TRY IT: Produce a verbatim copy of the following records, leaving out all pictures.

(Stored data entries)
------------------------------------------------------------
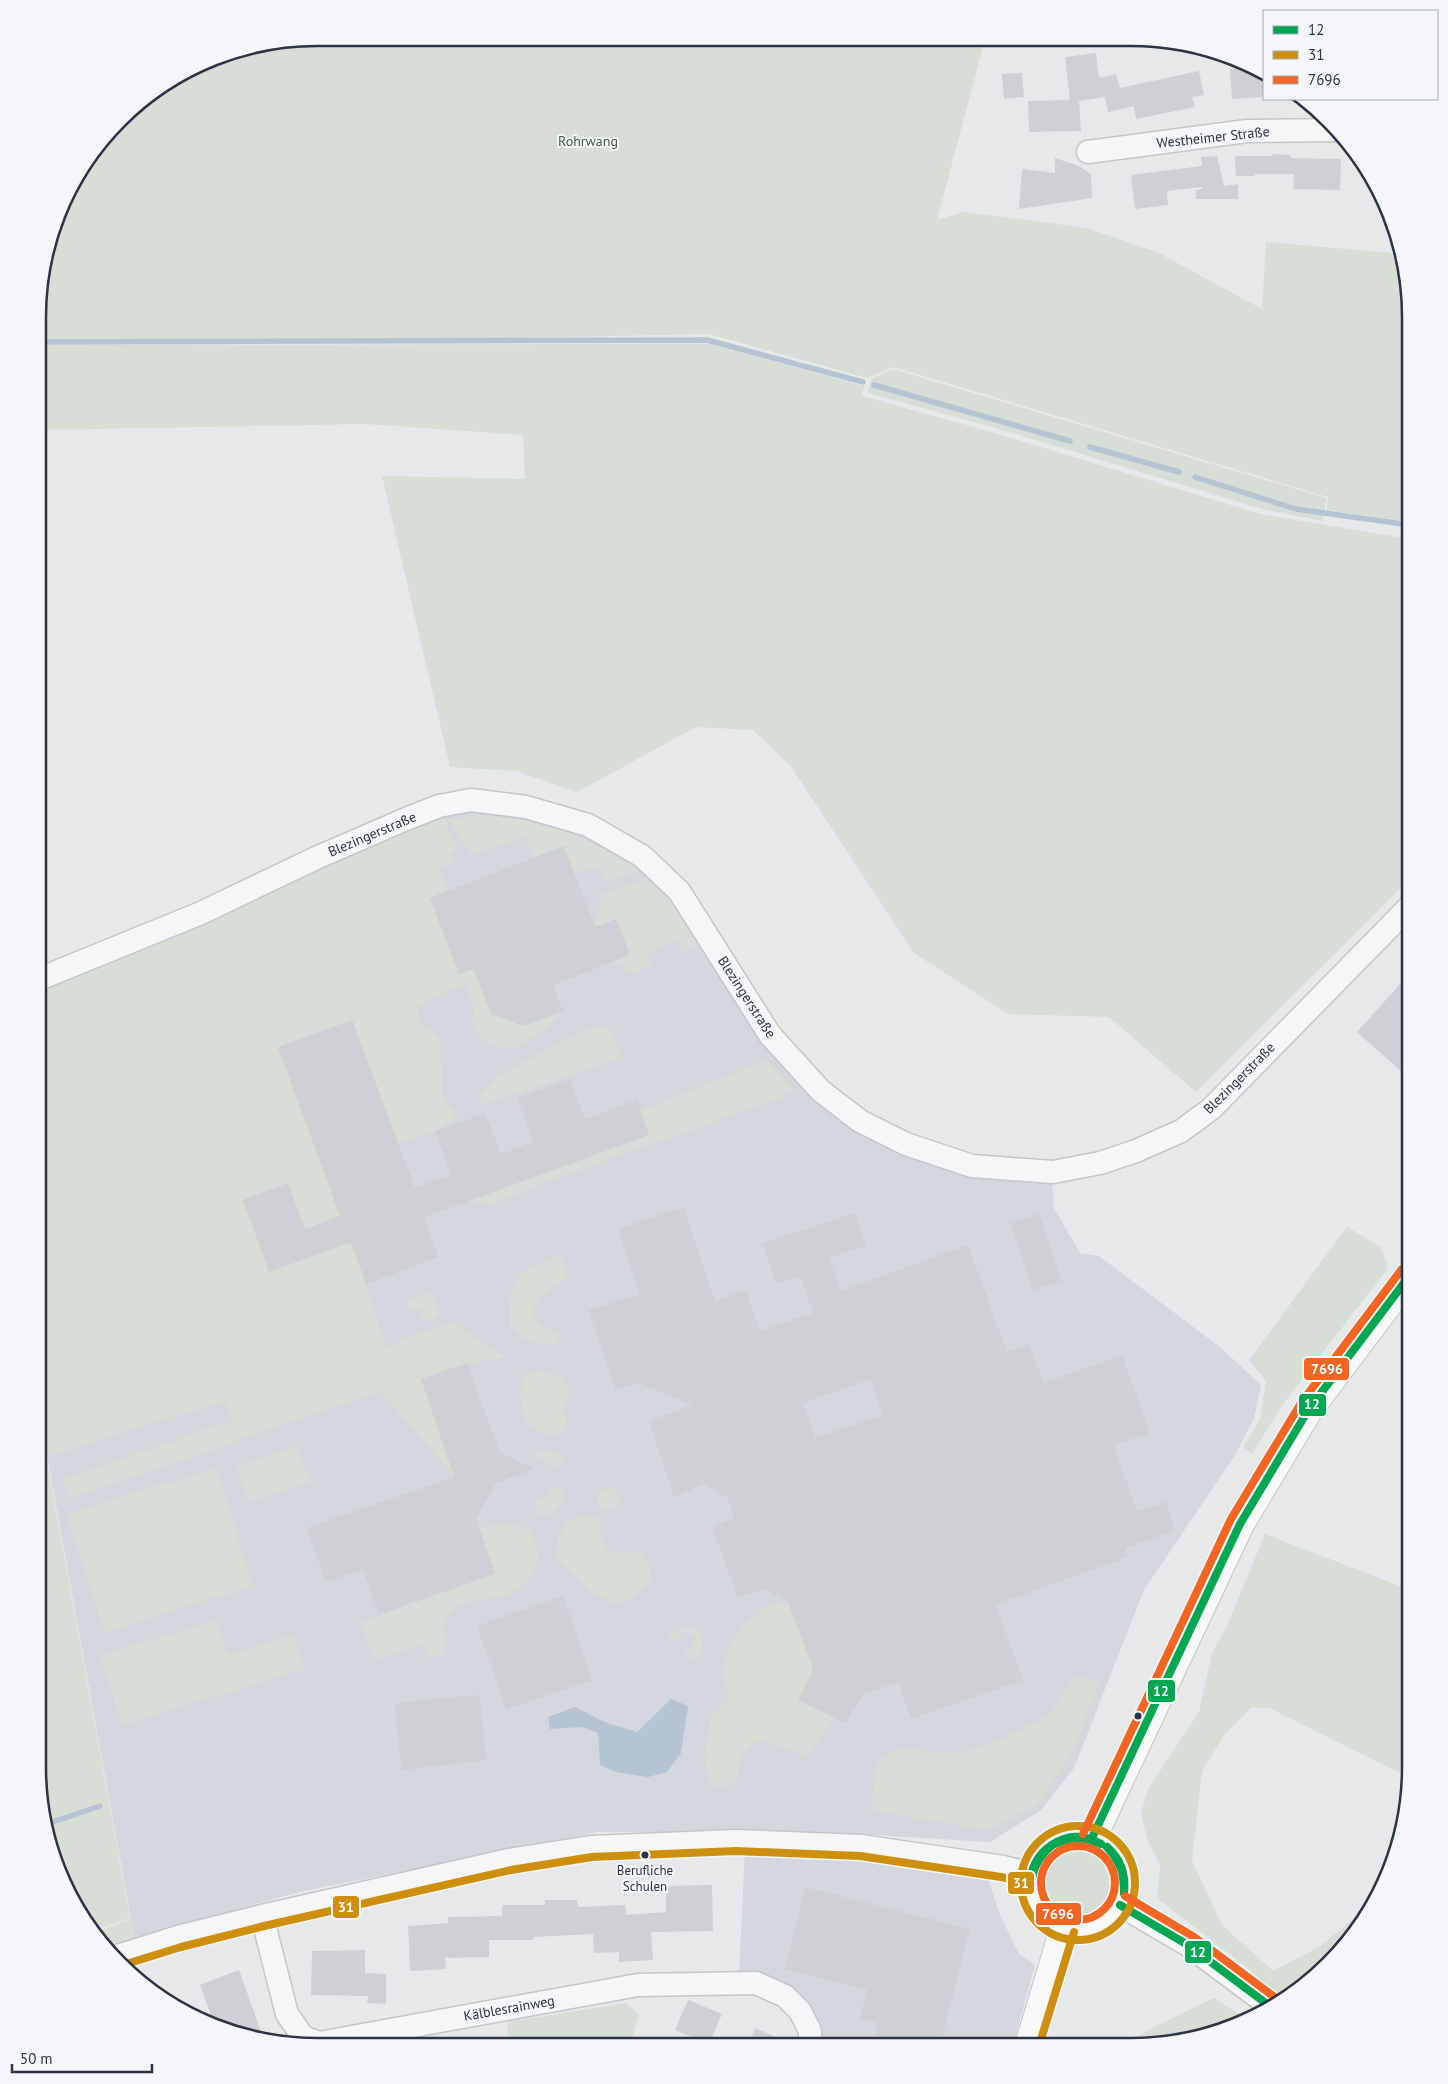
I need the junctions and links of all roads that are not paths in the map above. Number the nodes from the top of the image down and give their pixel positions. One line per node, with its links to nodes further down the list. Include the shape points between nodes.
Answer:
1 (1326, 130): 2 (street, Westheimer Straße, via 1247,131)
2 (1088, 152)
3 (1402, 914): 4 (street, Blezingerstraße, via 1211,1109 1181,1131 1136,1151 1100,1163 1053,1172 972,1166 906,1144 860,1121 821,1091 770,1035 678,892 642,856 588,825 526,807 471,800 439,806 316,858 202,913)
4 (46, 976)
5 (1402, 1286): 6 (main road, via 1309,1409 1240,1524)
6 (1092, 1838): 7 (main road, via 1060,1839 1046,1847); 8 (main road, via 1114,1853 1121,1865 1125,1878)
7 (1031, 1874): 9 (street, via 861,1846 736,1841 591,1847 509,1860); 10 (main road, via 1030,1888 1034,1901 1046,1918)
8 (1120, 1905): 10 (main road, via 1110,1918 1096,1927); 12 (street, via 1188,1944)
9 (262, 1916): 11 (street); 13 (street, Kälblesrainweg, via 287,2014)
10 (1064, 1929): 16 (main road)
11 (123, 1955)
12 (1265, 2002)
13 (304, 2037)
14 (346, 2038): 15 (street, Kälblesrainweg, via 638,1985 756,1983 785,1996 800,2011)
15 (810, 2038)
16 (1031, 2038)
------------------------------------------------------------
SOLUTION FOR THIS PROBLEM:
I need the junctions and links of all roads that are not paths in the map above. Number the nodes from the top of the image down and give their pixel positions. One line per node, with its links to nodes further down the list. Include the shape points between nodes.
Answer:
1 (1326, 130): 2 (street, Westheimer Straße, via 1247,131)
2 (1088, 152)
3 (1402, 914): 4 (street, Blezingerstraße, via 1211,1109 1181,1131 1136,1151 1100,1163 1053,1172 972,1166 906,1144 860,1121 821,1091 770,1035 678,892 642,856 588,825 526,807 471,800 439,806 316,858 202,913)
4 (46, 976)
5 (1402, 1286): 6 (main road, via 1309,1409 1240,1524)
6 (1092, 1838): 7 (main road, via 1060,1839 1046,1847); 8 (main road, via 1114,1853 1121,1865 1125,1878)
7 (1031, 1874): 9 (street, via 861,1846 736,1841 591,1847 509,1860); 10 (main road, via 1030,1888 1034,1901 1046,1918)
8 (1120, 1905): 10 (main road, via 1110,1918 1096,1927); 12 (street, via 1188,1944)
9 (262, 1916): 11 (street); 13 (street, Kälblesrainweg, via 287,2014)
10 (1064, 1929): 16 (main road)
11 (123, 1955)
12 (1265, 2002)
13 (304, 2037)
14 (346, 2038): 15 (street, Kälblesrainweg, via 638,1985 756,1983 785,1996 800,2011)
15 (810, 2038)
16 (1031, 2038)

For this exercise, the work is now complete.